7). Mengakibatkan umur menjadi pendek
Ketahuilah, maksiat itu dapat mengurangi umur seseorang dan dapat melenyapkan keberkahan yang ada pada dirinya, dan itu adalah pasti. Karena berbuat kebajikan dapat menambah umur, sedangkan maksiat dapat menguranginya.
Rasulullah shallallahu ‘alaihi wa sallam bersabda: “Tidak ada yang dapat merubah qadha’ kecuali doa, dan tidak ada yang dapat menambah umur kecuali ketaatan.” (Lihat: ash-Shahihah no. 154)

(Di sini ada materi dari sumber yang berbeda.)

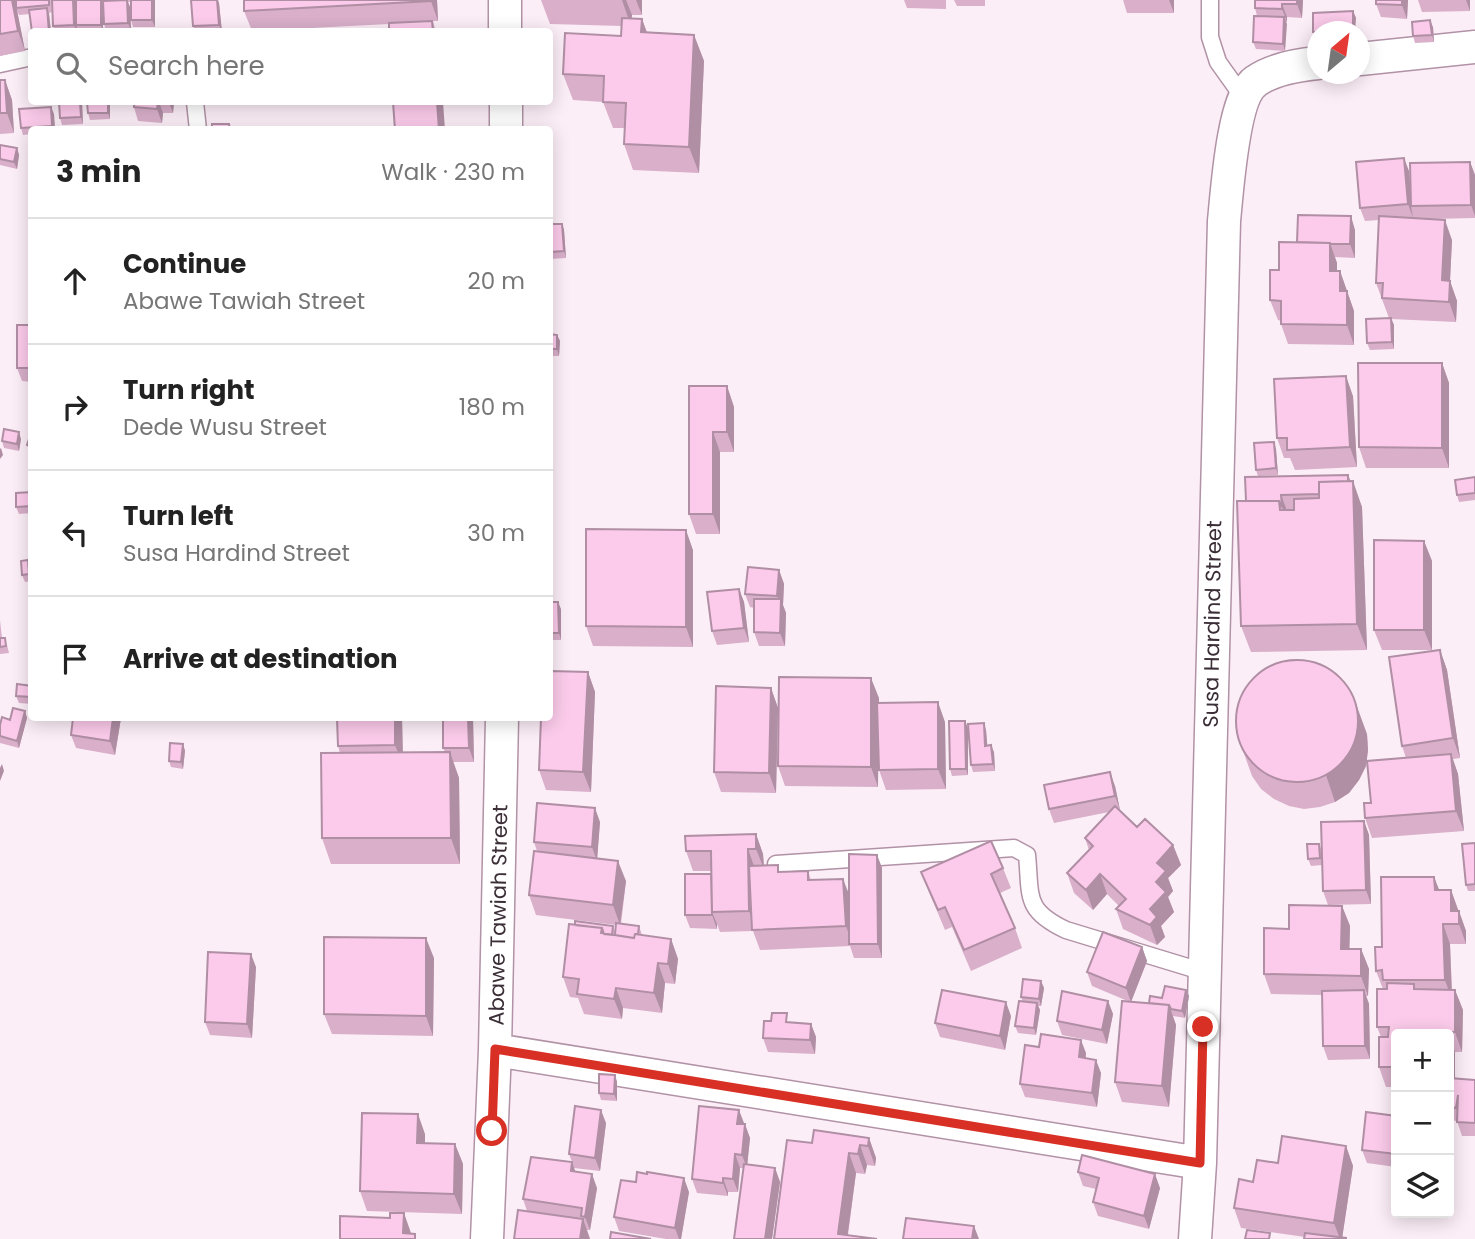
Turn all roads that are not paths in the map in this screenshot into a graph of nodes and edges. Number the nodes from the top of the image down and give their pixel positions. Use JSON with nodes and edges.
{"nodes":[{"id":1,"x":505,"y":0,"type":"edge"},
{"id":2,"x":1210,"y":0,"type":"edge"},
{"id":3,"x":505,"y":28,"type":"edge"},
{"id":4,"x":1475,"y":47,"type":"edge"},
{"id":5,"x":28,"y":58,"type":"edge"},
{"id":6,"x":1370,"y":58,"type":"edge"},
{"id":7,"x":0,"y":64,"type":"edge"},
{"id":8,"x":1307,"y":64,"type":"edge"},
{"id":9,"x":1243,"y":97,"type":"junction"},
{"id":10,"x":194,"y":105,"type":"edge"},
{"id":11,"x":506,"y":105,"type":"edge"},
{"id":12,"x":197,"y":126,"type":"edge"},
{"id":13,"x":506,"y":126,"type":"edge"},
{"id":14,"x":502,"y":721,"type":"edge"},
{"id":15,"x":776,"y":864,"type":"edge"},
{"id":16,"x":1204,"y":972,"type":"junction"},
{"id":17,"x":495,"y":1049,"type":"junction"},
{"id":18,"x":1200,"y":1163,"type":"junction"},
{"id":19,"x":487,"y":1239,"type":"edge"},
{"id":20,"x":1195,"y":1239,"type":"edge"}],
"edges":[{"from":1,"to":3,"type":"street"},
{"from":2,"to":9,"type":"lane"},
{"from":4,"to":6,"type":"street"},
{"from":5,"to":7,"type":"lane"},
{"from":8,"to":9,"type":"street"},
{"from":9,"to":16,"type":"street","name":"Susa Hardind Street"},
{"from":10,"to":12,"type":"lane"},
{"from":11,"to":13,"type":"street"},
{"from":14,"to":17,"type":"street","name":"Abawe Tawiah Street"},
{"from":15,"to":16,"type":"lane"},
{"from":16,"to":18,"type":"street","name":"Susa Hardind Street"},
{"from":17,"to":18,"type":"street"},
{"from":17,"to":19,"type":"street","name":"Abawe Tawiah Street"},
{"from":18,"to":20,"type":"street","name":"Susa Hardind Street"}]}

Dalam masalah umur dapat bertambah dan berkurang ulama berbeda pendapat: Sebagian ulama menjelaskan, kurangnya umur maksudnya ialah hilangnya keberkahan pada umurnya. Dan ini adalah realita yang merupakan dampak buruk berbuat maksiat. Ulama yang lain berkata, maksudnya adalah benar-benar dapat berkurang sebagaimana rizki yang dapat berkurang.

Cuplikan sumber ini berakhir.